The DEA said its decision on marijuana regulation, announced Thursday, came after lengthy review and consultation with the Health and Human Services Department, which said marijuana “has a high potential for abuse” and “no accepted medical use.” The decision means marijuana will remain illegal for any purpose under federal law, despite laws in Oregon, 24 other states and the District of Columbia that have legalized pot for medicinal and/or recreational use.

Still in seeming limbo is the situation regarding cannabidiol (CBD), a low-THC hemp derivative that has shown promise in treatment of seizures and other medical conditions. While CBD is being sold in the United States, its legal status remains unclear. The FDA, for example, issued warnings last year to several CBD sellers regarding what it termed questionable health claims — leading to a slowdown in imports that hit European growers hard; fully half the CBD plant material grown in Europe — where hemp cultivation is fully legal — had been going to the U.S. market.

“The Statement’s definition is very troublesome, in two respects.,” the Hemp Industries Association (HIA) said in response to the federal communique.

First, the Statement’s definition would require that to be considered ‘industrial hemp,’ any part of the plant must be ‘used exclusively for industrial purposes (fiber and seed).’  That implies that the flowering tops of the plant would not be considered ‘industrial hemp,’ even though they clearly are so considered under the statutory definition,” the HIA said.

Second, the Statement defines ‘industrial hemp’ as having a ‘tetrahydrocannabinols’ (plural) concentration of not more than 0.3 percent, with the term ‘tetrahydrocannabinols’ to include ‘all isomers, acids, salts and salts of isomers ….’  This expanded definition could be read to require that cannabinoids other than THC—such as CBD—actually be considered in determining whether the 3/10 of one percent threshold has been exceeded—which would exclude much legitimate industrial hemp from the definition,” HIA added

Friday’s clarification on the status of industrial hemp, which is legal under Section 7606 of the Agricultural Act of 2014, would seem to indicate no changes — and no progress — are afoot for the crop. Under the statement, previous guidelines still stand, including:

  • Under the Controlled Substances Import and Export Act seed importers must be registered with the DEA.
  • State pilot hemp growing programs must provide for registration and certification of sites used for growing or cultivating industrial hemp.
  • Only State departments of agriculture, and persons licensed, registered, or otherwise authorized by those departments may conduct research under the pilot programs.
  • “Industrial hemp” (the plant Cannabis sativa L.) and “any part or derivative of such plant, including seeds of such plant, whether growing or not, that is used exclusively for industrial purposes (fiber and seed)” can have a maximum THC concentration 0.3 percent or less on a dry weight basis.
  • Industrial hemp products may be sold in and among states with agricultural pilot programs but can’t be sold in states where such sale is prohibited.
  • Industrial hemp plants and seeds may not be transported across state lines.

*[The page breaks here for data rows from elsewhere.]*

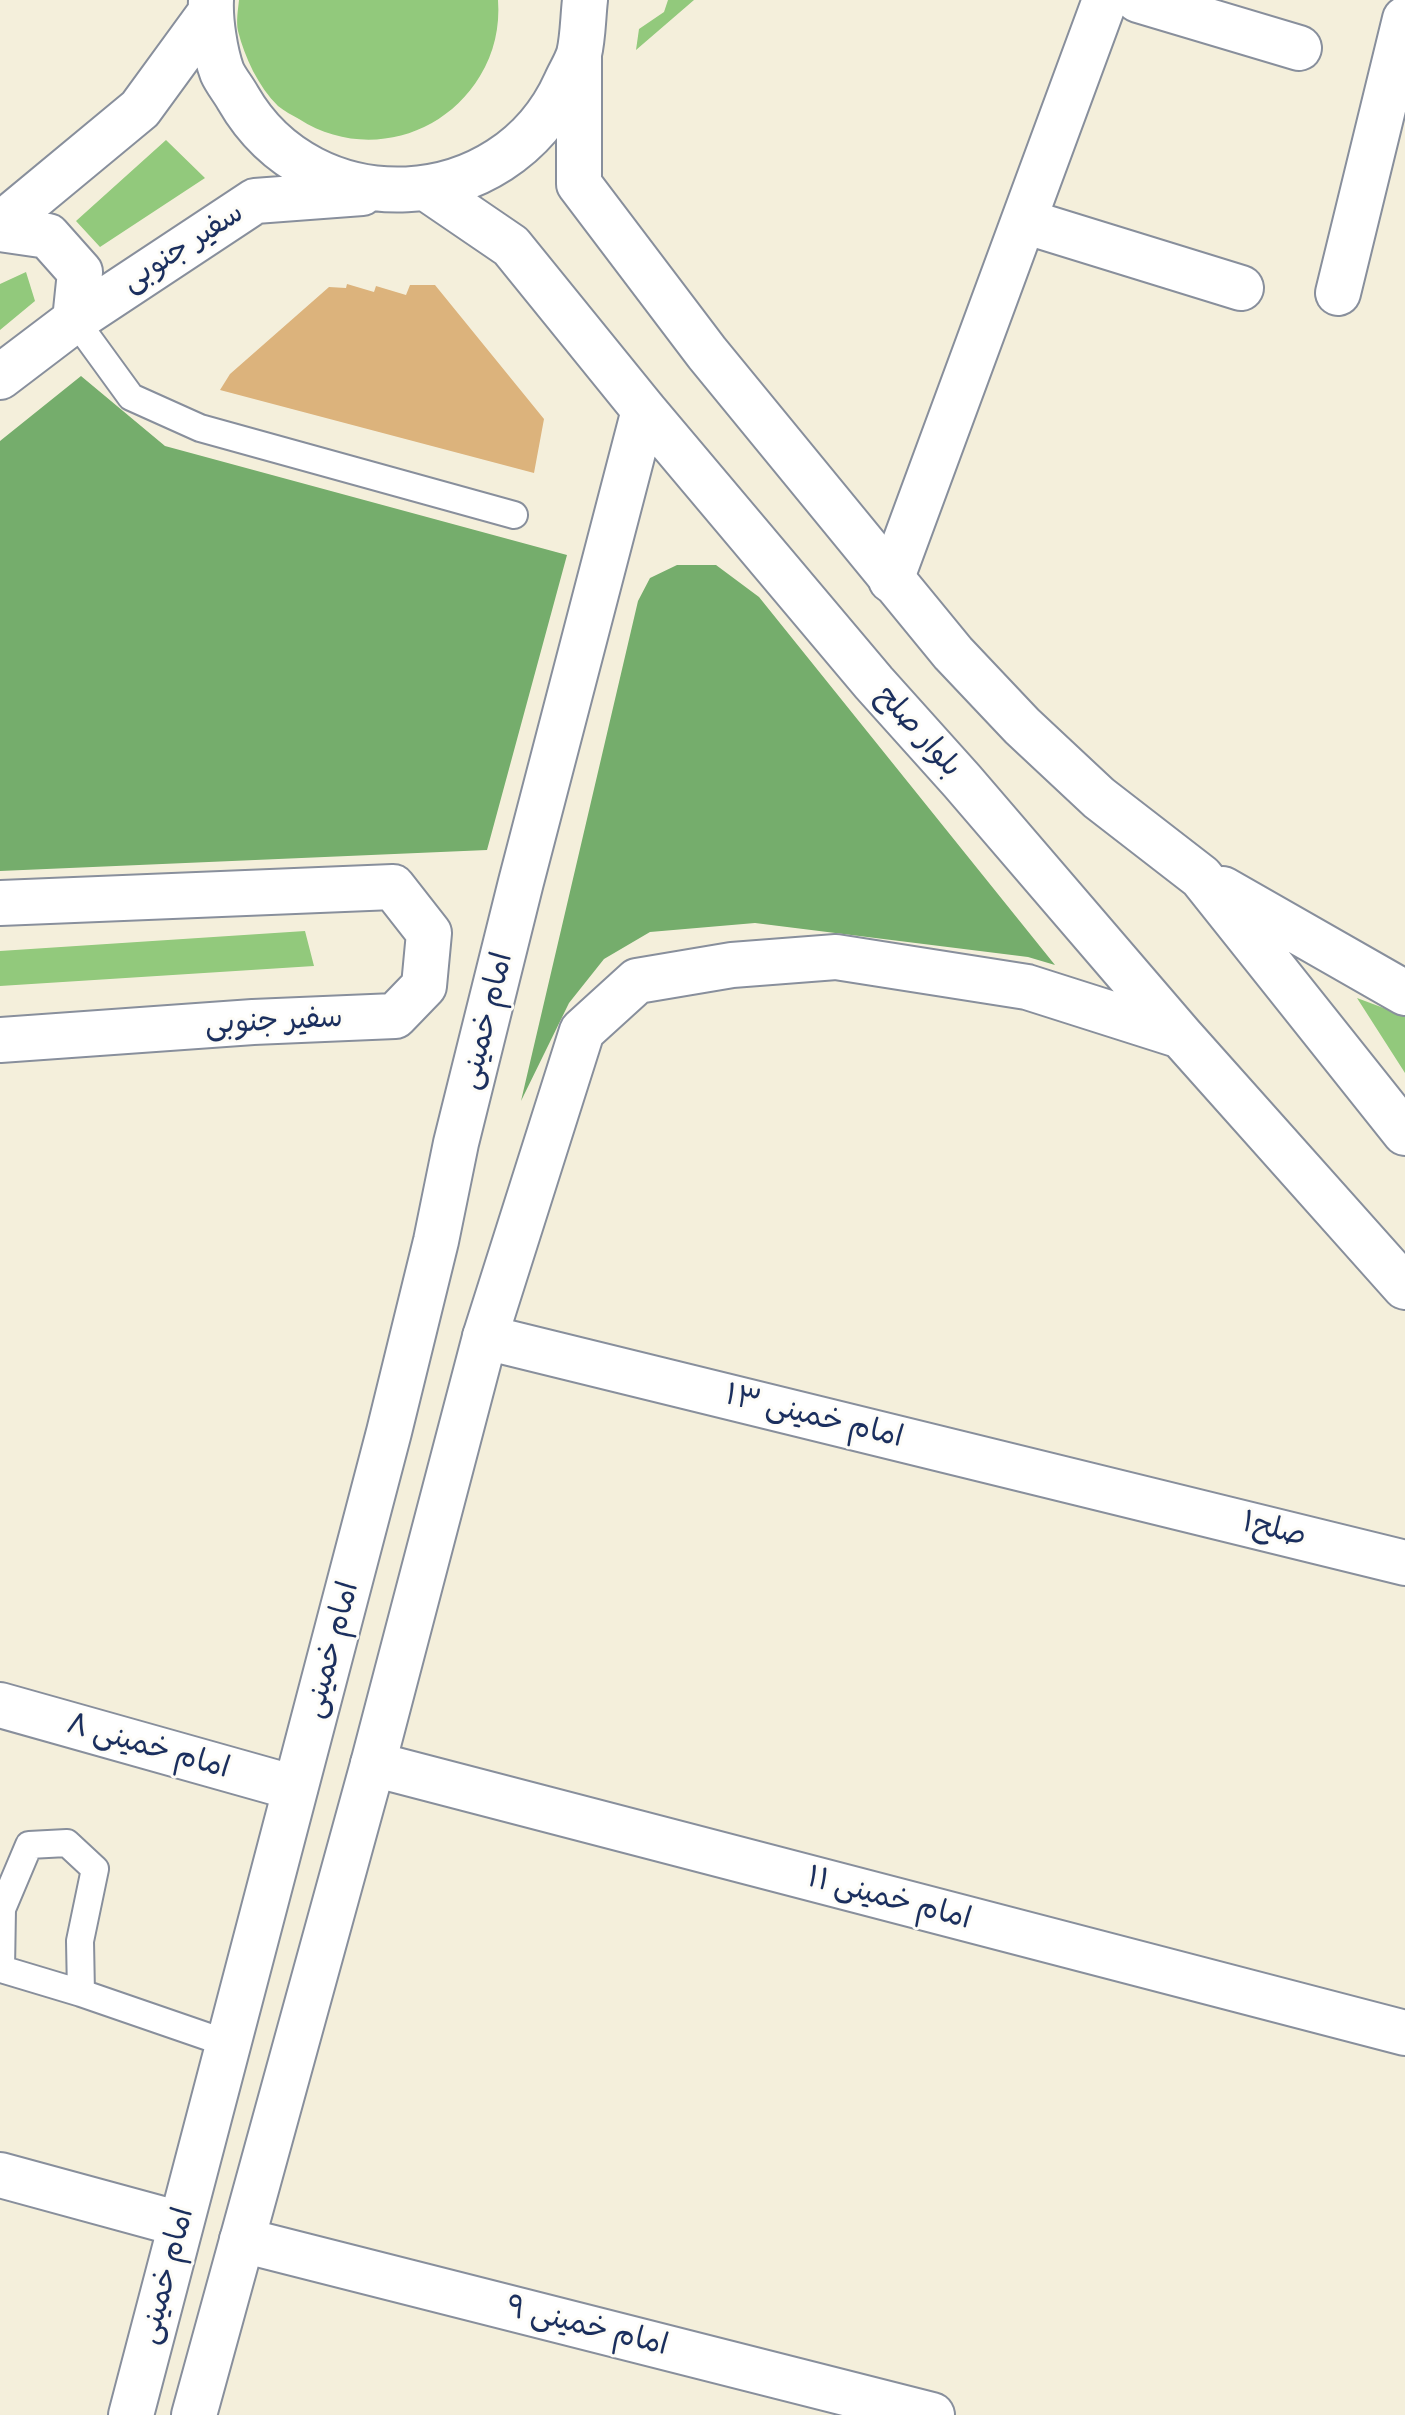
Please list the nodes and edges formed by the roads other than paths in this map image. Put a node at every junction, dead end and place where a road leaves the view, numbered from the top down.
1 (585, 0) edge
2 (1105, 0) edge
3 (1138, 0) edge
4 (211, 7) edge
5 (1405, 19) edge
6 (1299, 48) dead end
7 (579, 54) junction
8 (409, 189) junction
9 (1024, 221) junction
10 (0, 227) edge
11 (1241, 288) dead end
12 (1338, 293) dead end
13 (75, 320) junction
14 (0, 377) edge
15 (644, 410) junction
16 (514, 515) dead end
17 (891, 580) junction
18 (1201, 877) junction
19 (0, 903) edge
20 (1405, 993) edge
21 (1181, 1036) junction
22 (0, 1040) edge
23 (1405, 1133) edge
24 (1405, 1287) edge
25 (485, 1337) junction
26 (389, 1432) junction
27 (454, 1452) junction
28 (1143, 1498) joint
29 (1405, 1563) edge
30 (0, 1705) edge
31 (373, 1764) junction
32 (295, 1788) junction
33 (81, 1993) junction
34 (1405, 2033) edge
35 (229, 2044) junction
36 (0, 2175) edge
37 (180, 2224) junction
38 (242, 2240) junction
39 (131, 2415) edge
40 (194, 2415) edge
41 (932, 2415) edge

1 - 7 street
2 - 9 street
3 - 6 street
4 - 8 street
4 - 10 street
5 - 12 street
7 - 8 street
7 - 17 street
8 - 13 street, سفیر جنوبی
8 - 15 street, بلوار صلح
9 - 11 street
9 - 17 street
10 - 13 street
13 - 14 street, سفیر جنوبی
13 - 16 lane
15 - 21 street, بلوار صلح
15 - 26 street, امام خمینی
17 - 18 street
18 - 20 street
18 - 23 street
19 - 22 street, سفیر جنوبی
21 - 24 street, بلوار صلح
21 - 25 street, امام خمینی
25 - 27 street, امام خمینی
25 - 28 street, امام خمینی ۱۳
26 - 27 street
26 - 32 street, امام خمینی
27 - 31 street, امام خمینی
28 - 29 street, ۱صلح
30 - 32 street, امام خمینی ۸
31 - 34 street, امام خمینی ۱۱
31 - 38 street, امام خمینی
32 - 35 street, امام خمینی
33 - 33 lane
33 - 35 lane
35 - 37 street, امام خمینی
36 - 37 street
37 - 39 street, امام خمینی
38 - 40 street, امام خمینی
38 - 41 street, امام خمینی ۹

Nonetheless, the clarifying statement reiterated that the DEA and the U.S. Department of Agriculture still consider hemp and most products that derive from hemp to be illegal despite at least 28 states across the country passing laws to legalize the plant.

“I’m disappointed the DEA put the issue of industrial hemp in the ‘to be continued’ category,” U.S. Sen. Ron Wyden, D-Ore., told The Bulletin (Bend, Oregon) in a statement. “I’m going to keep working to build support for my Industrial Hemp Farming Act to lift the federal ban on growing hemp in America and give farmers in Oregon and across the country new opportunities for economic growth.”